■ **YOUR TASK**
Among the entries below, count the lines with "button" in them and state the total without comment.

■ **Records from a dataset**
• • •

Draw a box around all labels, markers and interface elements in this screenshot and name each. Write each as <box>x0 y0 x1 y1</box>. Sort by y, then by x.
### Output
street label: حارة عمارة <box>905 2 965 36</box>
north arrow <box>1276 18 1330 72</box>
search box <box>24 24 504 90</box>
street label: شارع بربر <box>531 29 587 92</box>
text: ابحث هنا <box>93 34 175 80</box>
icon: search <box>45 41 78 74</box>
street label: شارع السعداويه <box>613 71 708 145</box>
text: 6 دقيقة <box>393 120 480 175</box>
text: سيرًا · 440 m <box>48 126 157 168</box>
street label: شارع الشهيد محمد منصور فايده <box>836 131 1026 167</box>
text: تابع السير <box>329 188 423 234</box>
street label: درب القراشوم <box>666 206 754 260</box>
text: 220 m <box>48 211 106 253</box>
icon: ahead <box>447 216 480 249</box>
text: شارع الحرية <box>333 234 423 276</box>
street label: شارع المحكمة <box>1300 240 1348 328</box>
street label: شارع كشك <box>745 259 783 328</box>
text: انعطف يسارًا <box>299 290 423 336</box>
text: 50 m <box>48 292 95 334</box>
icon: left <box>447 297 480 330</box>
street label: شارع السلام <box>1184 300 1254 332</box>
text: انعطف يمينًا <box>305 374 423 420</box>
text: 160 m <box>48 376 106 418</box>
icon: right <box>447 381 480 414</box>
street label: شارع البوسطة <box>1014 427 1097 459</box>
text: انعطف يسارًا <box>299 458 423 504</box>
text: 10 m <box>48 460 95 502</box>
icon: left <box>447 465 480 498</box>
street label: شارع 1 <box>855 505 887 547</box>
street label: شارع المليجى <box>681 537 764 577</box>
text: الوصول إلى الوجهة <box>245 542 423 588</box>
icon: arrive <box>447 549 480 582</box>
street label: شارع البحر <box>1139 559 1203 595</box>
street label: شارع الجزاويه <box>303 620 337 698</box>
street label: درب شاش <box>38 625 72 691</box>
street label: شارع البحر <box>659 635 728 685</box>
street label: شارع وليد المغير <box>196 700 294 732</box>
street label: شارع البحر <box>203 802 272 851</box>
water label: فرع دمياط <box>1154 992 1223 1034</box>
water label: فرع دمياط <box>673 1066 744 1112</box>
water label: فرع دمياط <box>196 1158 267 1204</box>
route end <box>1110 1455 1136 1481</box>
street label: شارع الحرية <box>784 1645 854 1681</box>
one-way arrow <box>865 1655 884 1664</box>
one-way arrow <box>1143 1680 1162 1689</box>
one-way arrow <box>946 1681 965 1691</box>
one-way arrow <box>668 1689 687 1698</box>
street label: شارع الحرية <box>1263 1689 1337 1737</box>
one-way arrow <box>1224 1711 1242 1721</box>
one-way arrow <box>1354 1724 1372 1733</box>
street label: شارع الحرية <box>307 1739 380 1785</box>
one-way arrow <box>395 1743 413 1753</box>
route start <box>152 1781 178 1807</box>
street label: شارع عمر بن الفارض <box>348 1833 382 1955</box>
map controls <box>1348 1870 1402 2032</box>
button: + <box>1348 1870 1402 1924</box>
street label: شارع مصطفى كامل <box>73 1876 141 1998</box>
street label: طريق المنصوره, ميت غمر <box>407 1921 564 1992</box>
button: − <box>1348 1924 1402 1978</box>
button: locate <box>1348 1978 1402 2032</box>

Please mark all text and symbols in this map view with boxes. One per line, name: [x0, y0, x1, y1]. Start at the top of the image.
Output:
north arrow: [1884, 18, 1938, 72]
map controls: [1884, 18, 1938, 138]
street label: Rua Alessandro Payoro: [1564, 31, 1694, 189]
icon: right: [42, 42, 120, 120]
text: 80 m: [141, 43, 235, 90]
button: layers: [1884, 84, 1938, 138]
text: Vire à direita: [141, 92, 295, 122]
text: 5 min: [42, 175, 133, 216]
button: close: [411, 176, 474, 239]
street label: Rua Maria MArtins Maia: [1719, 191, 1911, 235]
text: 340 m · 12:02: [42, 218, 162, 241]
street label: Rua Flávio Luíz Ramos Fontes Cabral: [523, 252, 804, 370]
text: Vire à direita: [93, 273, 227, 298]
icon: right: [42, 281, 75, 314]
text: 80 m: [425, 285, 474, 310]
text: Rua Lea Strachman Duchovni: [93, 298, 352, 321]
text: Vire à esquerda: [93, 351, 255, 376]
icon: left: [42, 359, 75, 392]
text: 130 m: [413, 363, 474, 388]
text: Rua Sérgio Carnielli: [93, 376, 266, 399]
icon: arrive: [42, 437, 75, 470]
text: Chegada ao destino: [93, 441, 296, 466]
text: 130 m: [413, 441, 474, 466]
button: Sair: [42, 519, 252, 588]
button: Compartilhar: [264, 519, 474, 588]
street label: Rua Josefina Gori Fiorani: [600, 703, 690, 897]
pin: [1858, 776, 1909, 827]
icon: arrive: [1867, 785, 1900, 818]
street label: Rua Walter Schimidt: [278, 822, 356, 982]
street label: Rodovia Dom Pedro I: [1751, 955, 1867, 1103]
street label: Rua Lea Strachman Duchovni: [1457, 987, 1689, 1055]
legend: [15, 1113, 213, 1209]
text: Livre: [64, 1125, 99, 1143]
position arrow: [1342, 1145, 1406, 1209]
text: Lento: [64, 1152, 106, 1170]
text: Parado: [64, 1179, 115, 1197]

• • •

■ **RESULT FOR THIS EXERCISE**
7